Fonseca di rientro nella Capitale dopo le vacanze in Ucraina prima e Portogallo poi è saldo sulla panchina giallorossa. Confermato dal vertice di Londra della scorsa settimana, quando il Ceo Guido Fienga ha incontrato Ryan Friedkin per un primo punto gestionale, il tecnico portoghese si appresta a condurre per il secondo anno consecutivo la squadra giallorossa. La stagione che si è appena conclusa, lo sa anche Fonseca, è stata al di sotto delle aspettative del club, che aveva fissato nel quarto posto – cioè la porta principale per l’accesso alla prossima edizione della Champions League – obiettivo a cui tendere attraverso il campionato e che la Roma aveva raggiunto intorno a Natale, prima che, come spesso è accaduto storicamente a chi indossa la maglia giallorossa, ci fosse il crollo di inizio anno.
La diffusione della pandemia da coronavirus ha fatto il resto.
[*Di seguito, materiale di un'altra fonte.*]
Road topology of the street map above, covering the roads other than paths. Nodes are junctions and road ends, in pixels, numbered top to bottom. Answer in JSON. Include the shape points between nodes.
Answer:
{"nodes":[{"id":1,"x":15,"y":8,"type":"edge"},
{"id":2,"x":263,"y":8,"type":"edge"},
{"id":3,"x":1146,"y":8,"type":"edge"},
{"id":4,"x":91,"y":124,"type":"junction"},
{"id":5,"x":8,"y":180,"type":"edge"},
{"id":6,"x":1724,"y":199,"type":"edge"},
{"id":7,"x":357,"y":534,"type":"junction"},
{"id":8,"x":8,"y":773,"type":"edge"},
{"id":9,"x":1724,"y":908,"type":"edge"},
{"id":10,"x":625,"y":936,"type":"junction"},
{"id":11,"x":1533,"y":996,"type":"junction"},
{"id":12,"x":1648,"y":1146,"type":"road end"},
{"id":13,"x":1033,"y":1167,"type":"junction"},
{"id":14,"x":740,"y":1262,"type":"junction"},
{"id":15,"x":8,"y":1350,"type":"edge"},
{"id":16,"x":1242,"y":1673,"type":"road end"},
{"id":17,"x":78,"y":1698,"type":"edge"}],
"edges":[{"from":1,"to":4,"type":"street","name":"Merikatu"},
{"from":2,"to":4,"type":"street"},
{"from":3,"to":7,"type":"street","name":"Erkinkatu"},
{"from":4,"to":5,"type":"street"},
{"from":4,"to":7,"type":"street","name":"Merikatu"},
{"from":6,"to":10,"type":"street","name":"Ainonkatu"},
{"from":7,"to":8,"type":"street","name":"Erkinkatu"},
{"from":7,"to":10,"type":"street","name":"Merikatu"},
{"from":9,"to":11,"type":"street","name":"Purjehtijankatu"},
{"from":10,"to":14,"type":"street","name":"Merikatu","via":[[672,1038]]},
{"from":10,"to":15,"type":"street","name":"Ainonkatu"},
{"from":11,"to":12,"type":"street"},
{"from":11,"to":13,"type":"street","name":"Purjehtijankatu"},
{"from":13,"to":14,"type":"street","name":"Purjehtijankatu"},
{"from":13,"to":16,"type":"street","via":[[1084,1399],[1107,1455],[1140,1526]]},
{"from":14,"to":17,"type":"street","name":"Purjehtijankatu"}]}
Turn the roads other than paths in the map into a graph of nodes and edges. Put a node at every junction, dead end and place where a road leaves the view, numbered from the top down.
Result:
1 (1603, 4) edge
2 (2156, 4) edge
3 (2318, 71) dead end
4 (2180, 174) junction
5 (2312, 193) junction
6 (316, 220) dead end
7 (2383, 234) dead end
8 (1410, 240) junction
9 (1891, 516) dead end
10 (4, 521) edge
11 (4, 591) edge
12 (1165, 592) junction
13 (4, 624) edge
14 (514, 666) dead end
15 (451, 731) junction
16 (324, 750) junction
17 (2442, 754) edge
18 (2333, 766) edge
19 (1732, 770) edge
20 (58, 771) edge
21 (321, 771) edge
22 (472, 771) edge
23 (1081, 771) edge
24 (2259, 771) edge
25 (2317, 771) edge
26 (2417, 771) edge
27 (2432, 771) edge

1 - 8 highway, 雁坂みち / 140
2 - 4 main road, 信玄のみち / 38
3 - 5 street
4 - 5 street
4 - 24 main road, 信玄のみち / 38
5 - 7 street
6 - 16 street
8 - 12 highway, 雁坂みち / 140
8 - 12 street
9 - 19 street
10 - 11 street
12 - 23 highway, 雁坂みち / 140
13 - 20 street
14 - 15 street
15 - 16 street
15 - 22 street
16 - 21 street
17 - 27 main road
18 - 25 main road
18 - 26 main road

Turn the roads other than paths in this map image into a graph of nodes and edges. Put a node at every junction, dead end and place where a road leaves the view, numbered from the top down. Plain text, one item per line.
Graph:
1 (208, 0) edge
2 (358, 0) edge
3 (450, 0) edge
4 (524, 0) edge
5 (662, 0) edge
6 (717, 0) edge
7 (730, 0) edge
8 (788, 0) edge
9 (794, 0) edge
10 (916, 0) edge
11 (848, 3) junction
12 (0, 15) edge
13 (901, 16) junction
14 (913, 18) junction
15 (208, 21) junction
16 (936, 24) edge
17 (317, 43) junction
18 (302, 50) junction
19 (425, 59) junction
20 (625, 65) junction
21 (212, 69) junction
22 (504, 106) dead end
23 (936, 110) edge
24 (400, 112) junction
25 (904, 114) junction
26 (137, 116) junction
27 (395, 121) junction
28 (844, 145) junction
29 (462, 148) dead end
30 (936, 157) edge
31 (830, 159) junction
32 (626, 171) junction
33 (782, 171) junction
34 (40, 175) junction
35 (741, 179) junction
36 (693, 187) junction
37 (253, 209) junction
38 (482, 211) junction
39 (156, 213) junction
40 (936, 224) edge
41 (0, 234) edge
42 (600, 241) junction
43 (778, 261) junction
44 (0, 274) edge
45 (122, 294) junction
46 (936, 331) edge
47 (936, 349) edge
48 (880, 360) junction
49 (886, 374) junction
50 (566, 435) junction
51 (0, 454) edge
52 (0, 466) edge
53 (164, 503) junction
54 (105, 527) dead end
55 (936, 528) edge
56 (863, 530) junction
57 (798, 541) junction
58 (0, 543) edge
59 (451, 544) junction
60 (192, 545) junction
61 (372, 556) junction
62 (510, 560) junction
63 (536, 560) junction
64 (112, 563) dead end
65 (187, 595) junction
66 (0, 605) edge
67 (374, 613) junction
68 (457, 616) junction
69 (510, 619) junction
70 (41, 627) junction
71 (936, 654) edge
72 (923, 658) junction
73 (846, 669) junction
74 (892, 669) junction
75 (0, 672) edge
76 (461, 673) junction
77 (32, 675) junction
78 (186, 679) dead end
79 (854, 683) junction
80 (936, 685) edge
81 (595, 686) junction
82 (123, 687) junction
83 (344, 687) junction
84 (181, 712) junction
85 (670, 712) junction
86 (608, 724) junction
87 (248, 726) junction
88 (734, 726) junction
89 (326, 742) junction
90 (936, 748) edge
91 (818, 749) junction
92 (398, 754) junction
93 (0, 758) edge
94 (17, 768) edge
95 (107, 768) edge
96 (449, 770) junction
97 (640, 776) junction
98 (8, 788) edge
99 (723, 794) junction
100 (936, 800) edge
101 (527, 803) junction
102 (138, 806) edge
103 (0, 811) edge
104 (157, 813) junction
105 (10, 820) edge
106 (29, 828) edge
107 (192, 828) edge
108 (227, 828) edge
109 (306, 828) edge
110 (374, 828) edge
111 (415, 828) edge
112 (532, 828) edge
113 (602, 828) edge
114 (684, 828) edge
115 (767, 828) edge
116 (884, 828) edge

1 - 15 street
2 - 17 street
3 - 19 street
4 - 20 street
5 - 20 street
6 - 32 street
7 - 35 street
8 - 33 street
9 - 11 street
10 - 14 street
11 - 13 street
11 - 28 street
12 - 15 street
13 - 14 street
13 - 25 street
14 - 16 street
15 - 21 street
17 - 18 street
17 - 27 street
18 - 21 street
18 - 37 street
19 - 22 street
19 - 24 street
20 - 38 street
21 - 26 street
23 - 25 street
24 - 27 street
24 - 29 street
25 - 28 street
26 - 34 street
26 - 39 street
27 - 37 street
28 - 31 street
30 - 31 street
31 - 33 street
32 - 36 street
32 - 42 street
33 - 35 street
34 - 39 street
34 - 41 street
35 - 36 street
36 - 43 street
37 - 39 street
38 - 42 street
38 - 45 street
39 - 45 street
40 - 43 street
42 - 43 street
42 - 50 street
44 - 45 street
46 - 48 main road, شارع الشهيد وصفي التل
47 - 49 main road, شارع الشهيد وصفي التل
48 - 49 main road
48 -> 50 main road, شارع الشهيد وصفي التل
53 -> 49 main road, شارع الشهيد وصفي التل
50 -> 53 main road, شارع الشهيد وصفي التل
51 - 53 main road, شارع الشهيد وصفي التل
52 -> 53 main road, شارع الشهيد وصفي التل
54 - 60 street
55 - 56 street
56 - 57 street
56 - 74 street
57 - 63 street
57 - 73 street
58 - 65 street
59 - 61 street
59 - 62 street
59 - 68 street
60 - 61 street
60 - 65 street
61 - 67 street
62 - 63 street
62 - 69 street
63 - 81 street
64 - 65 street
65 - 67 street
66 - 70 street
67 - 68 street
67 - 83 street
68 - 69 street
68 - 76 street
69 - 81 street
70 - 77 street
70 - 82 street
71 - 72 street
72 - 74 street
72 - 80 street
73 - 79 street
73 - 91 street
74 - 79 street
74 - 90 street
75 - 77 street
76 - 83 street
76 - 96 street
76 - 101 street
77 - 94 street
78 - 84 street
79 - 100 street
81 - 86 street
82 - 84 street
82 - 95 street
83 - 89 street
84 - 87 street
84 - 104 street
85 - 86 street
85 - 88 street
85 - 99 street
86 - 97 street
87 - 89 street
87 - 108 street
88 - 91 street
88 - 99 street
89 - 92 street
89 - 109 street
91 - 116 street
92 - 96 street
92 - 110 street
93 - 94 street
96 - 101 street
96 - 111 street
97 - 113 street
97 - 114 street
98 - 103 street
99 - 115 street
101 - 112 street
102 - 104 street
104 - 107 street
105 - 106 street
Prima bloccando la cessione societaria, concretizzatasi solo in piena estate, poi costringendo il calcio mondiale al più lungo stop forzato della storia in tempi di pace. Alcune crepe si erano manifestate però anche prima dell’esplosione del Covid-19, perché le tensioni con il direttore sportivo che fino ad allora era stato il collaboratore più vicino per Fonseca e l’uomo più vicino al prato di Trigoria, risalgono già all’intervallo di Sassuolo-Roma, 1° febbraio 2020. Da lì in avanti Gianluca Petrachi si è allontanato dalla società e dal tecnico e Fonseca è rimasto solo, di fatto. E solo Paulo non vuol rimanere più, questo è certo.
E se i risultati anche in Coppa Italia, dove la Roma è uscita davanti al primo scoglio importante (la Juve poi finalista e campione d’Italia), e in Europa League, dove Fonseca e i suoi sono stati eliminati dalla vincitrice dell’edizione della coppa, ma davvero in malo modo (e quella partita ha pesato molto nei giudizi proprio sul tecnico), sono stati deludenti, un finale di campionato col vento in poppa ha consentito alla Roma di qualificarsi direttamente per la prossima edizione dell’Europa League. Il minimo sindacale, davvero.